WHAT YOU ARE ASKED TO DO
Look through the records, and wherever the string "BAGDADE" turns up, copy out that line.

[TASK MATERIAL]

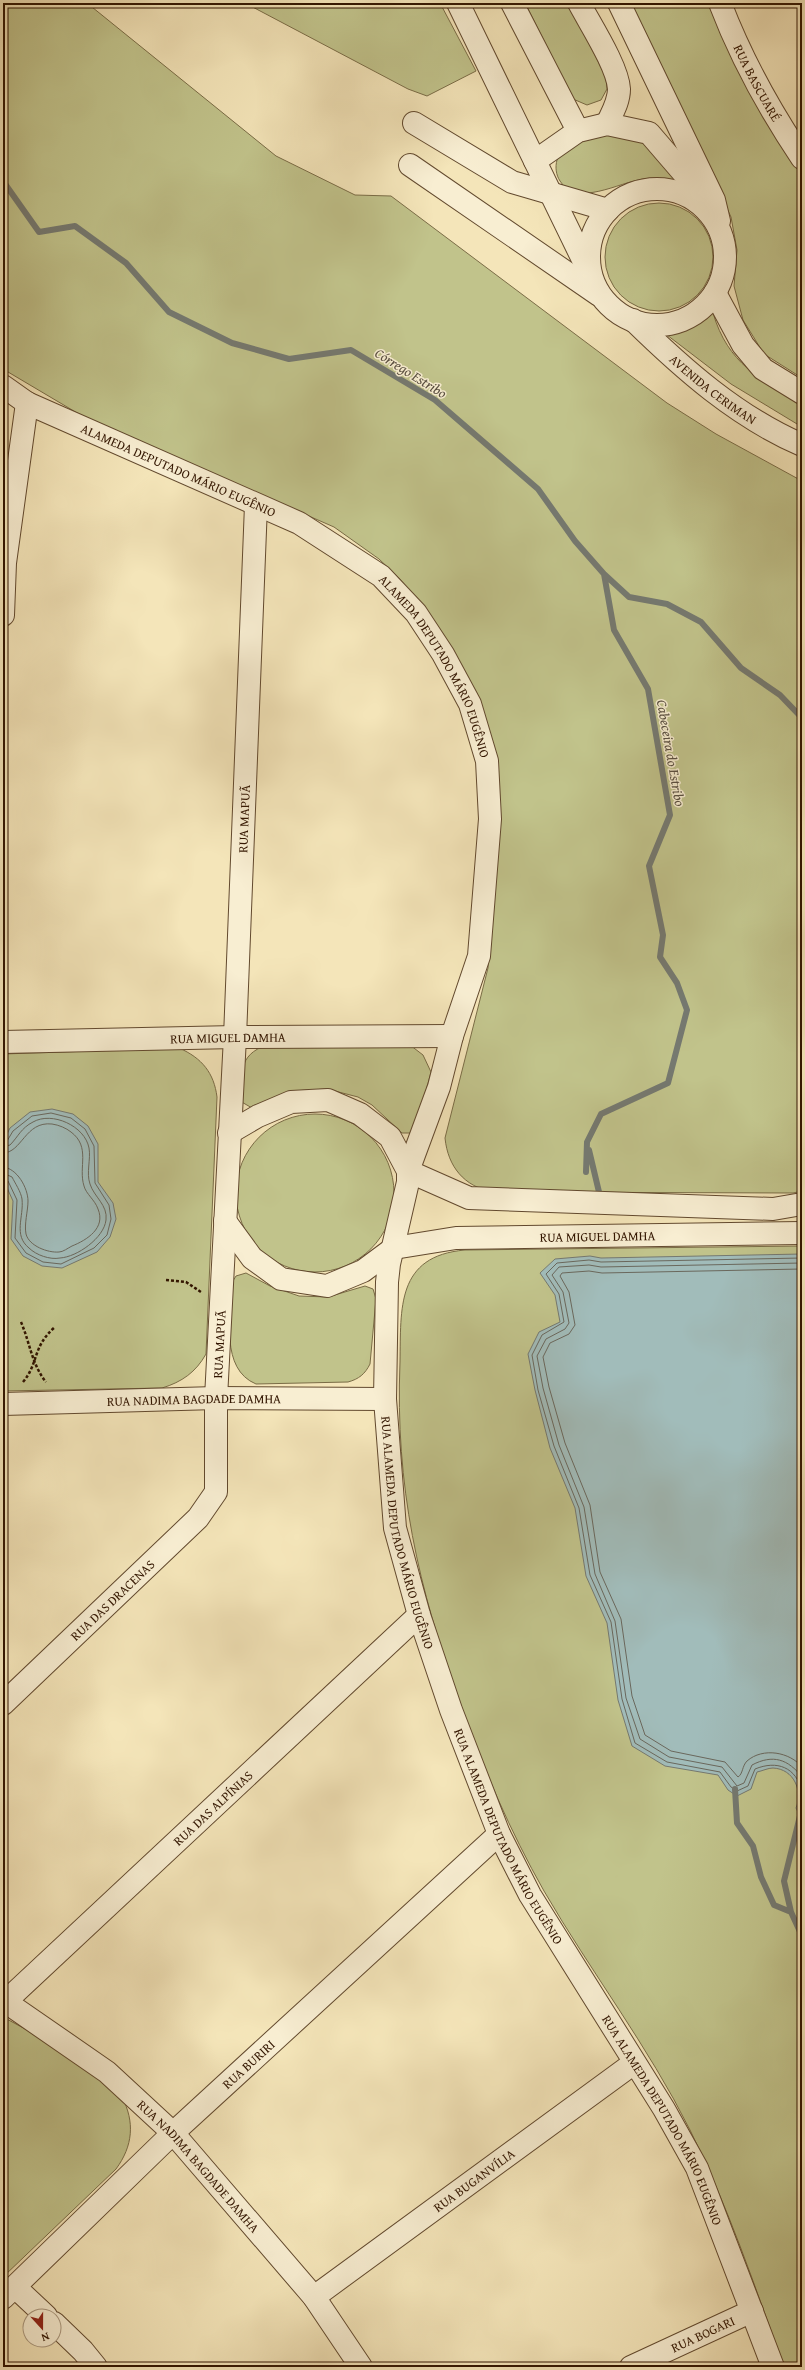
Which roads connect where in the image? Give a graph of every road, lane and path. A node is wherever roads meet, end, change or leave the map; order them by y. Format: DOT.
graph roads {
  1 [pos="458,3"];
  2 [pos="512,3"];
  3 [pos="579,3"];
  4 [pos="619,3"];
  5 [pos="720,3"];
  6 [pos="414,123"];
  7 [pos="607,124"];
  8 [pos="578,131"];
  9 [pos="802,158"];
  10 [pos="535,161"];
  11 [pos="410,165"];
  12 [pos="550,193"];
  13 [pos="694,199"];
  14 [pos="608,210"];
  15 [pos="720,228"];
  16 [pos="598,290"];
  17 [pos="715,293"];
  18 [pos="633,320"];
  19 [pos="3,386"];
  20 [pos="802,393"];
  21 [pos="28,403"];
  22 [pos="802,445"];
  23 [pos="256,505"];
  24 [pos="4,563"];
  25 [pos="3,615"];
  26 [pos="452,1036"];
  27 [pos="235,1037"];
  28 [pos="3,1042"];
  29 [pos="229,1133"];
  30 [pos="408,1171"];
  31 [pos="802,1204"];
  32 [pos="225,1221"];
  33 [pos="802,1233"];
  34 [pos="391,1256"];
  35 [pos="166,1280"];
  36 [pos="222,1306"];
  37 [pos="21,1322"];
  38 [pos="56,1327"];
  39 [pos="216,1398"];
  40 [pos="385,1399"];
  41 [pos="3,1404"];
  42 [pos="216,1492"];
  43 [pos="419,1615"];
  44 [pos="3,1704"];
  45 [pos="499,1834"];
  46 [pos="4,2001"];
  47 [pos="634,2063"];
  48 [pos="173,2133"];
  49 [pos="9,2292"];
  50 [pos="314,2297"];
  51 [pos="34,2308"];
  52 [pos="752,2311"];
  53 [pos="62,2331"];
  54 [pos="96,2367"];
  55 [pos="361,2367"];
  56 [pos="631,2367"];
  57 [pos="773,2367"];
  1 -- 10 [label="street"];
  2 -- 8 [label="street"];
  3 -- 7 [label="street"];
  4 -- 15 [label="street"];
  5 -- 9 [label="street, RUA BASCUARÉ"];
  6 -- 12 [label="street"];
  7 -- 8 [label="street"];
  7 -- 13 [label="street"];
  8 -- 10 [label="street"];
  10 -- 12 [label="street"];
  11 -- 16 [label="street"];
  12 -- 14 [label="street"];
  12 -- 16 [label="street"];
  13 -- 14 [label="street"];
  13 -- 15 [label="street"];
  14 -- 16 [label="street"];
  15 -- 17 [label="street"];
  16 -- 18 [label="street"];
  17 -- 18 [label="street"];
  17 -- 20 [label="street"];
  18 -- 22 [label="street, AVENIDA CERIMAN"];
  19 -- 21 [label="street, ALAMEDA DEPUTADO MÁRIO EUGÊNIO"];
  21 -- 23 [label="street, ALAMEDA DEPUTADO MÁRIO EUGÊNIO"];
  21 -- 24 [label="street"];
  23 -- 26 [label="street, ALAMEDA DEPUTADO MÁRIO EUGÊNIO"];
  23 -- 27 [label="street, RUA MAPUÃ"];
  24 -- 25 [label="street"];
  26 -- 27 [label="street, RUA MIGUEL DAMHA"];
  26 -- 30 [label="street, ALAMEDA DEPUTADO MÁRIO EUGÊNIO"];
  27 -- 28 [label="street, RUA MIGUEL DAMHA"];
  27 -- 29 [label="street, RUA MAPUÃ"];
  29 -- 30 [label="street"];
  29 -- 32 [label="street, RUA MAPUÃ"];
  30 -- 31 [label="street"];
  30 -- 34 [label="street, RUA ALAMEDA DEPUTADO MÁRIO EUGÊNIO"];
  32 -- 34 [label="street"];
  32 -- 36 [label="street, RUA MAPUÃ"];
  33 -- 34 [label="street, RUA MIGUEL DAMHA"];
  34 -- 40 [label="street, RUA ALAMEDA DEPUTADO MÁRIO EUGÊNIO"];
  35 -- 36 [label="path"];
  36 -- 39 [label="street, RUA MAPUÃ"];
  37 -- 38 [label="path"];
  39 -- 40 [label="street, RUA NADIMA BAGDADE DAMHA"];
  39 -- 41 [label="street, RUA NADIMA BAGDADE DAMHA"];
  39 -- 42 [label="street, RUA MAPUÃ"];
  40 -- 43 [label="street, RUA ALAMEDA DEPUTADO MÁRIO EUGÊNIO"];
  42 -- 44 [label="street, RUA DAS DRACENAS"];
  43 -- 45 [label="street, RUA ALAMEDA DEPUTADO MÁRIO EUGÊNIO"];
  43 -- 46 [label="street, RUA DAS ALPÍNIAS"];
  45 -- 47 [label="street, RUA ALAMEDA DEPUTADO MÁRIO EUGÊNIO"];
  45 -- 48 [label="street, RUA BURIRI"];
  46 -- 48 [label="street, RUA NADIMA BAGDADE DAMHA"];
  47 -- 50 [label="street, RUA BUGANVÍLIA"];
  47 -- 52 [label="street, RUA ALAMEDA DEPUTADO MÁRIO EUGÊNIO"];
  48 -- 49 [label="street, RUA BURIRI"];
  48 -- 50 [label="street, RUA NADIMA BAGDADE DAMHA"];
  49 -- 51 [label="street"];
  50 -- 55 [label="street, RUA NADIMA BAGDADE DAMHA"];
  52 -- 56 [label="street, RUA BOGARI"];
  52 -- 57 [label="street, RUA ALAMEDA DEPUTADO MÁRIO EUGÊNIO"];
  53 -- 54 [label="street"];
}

[/TASK MATERIAL]

OUTPUT BELOW
  39 -- 40 [label="street, RUA NADIMA BAGDADE DAMHA"];
  39 -- 41 [label="street, RUA NADIMA BAGDADE DAMHA"];
  46 -- 48 [label="street, RUA NADIMA BAGDADE DAMHA"];
  48 -- 50 [label="street, RUA NADIMA BAGDADE DAMHA"];
  50 -- 55 [label="street, RUA NADIMA BAGDADE DAMHA"];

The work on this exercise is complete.